----- Data for this task -----
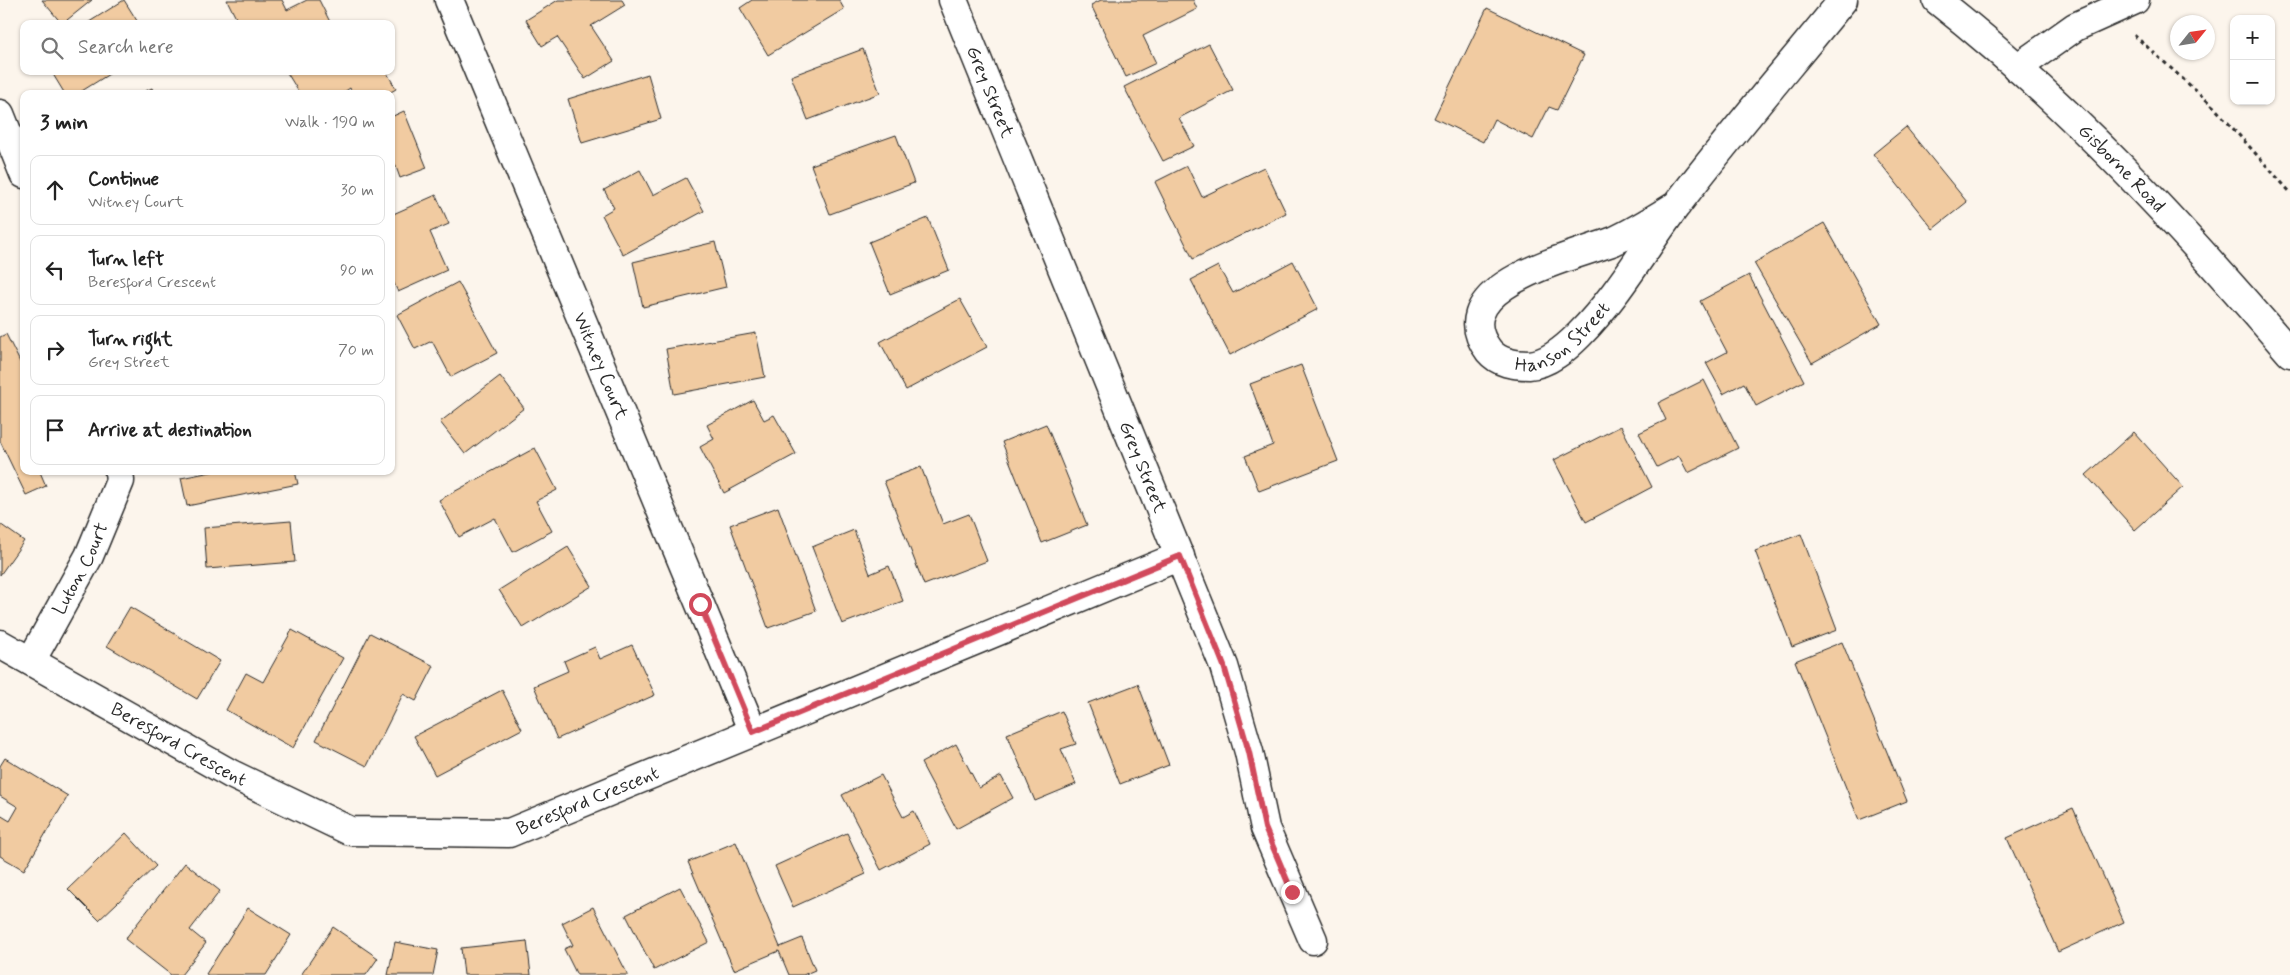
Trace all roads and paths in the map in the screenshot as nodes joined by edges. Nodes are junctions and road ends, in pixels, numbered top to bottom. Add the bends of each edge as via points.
1 (449, 0) edge
2 (953, 0) edge
3 (1843, 0) edge
4 (1937, 0) edge
5 (2135, 0) edge
6 (2108, 12) junction
7 (2017, 68) junction
8 (0, 114) edge
9 (20, 164) edge
10 (2290, 192) edge
11 (1677, 205) junction
12 (2290, 353) edge
13 (119, 475) edge
14 (1180, 556) junction
15 (0, 644) edge
16 (30, 661) junction
17 (753, 732) junction
18 (1312, 940) dead end

1 - 17 street, Witney Court
2 - 14 street, Grey Street
3 - 11 street, Hanson Street
4 - 7 street, Gisborne Road
5 - 6 street
6 - 7 street via 2075,27
6 - 10 path via 2212,106
7 - 12 street, Gisborne Road via 2200,250
8 - 9 street
11 - 11 street, Hanson Street via 1607,302 1580,334 1558,353 1536,364 1513,365 1493,356 1480,339 1478,320 1488,299 1508,282 1533,269 1616,240
13 - 16 street, Luton Court via 89,556
14 - 17 street, Beresford Crescent
14 - 18 street, Grey Street via 1224,666 1249,752 1265,828
15 - 16 street, Beresford Crescent
16 - 17 street, Beresford Crescent via 231,774 350,830 509,833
-----
**Problem:**
An exact copy of the entries above, with no pictures, is the required answer.

**Result for this task:**
Trace all roads and paths in the map in the screenshot as nodes joined by edges. Nodes are junctions and road ends, in pixels, numbered top to bottom. Add the bends of each edge as via points.
1 (449, 0) edge
2 (953, 0) edge
3 (1843, 0) edge
4 (1937, 0) edge
5 (2135, 0) edge
6 (2108, 12) junction
7 (2017, 68) junction
8 (0, 114) edge
9 (20, 164) edge
10 (2290, 192) edge
11 (1677, 205) junction
12 (2290, 353) edge
13 (119, 475) edge
14 (1180, 556) junction
15 (0, 644) edge
16 (30, 661) junction
17 (753, 732) junction
18 (1312, 940) dead end

1 - 17 street, Witney Court
2 - 14 street, Grey Street
3 - 11 street, Hanson Street
4 - 7 street, Gisborne Road
5 - 6 street
6 - 7 street via 2075,27
6 - 10 path via 2212,106
7 - 12 street, Gisborne Road via 2200,250
8 - 9 street
11 - 11 street, Hanson Street via 1607,302 1580,334 1558,353 1536,364 1513,365 1493,356 1480,339 1478,320 1488,299 1508,282 1533,269 1616,240
13 - 16 street, Luton Court via 89,556
14 - 17 street, Beresford Crescent
14 - 18 street, Grey Street via 1224,666 1249,752 1265,828
15 - 16 street, Beresford Crescent
16 - 17 street, Beresford Crescent via 231,774 350,830 509,833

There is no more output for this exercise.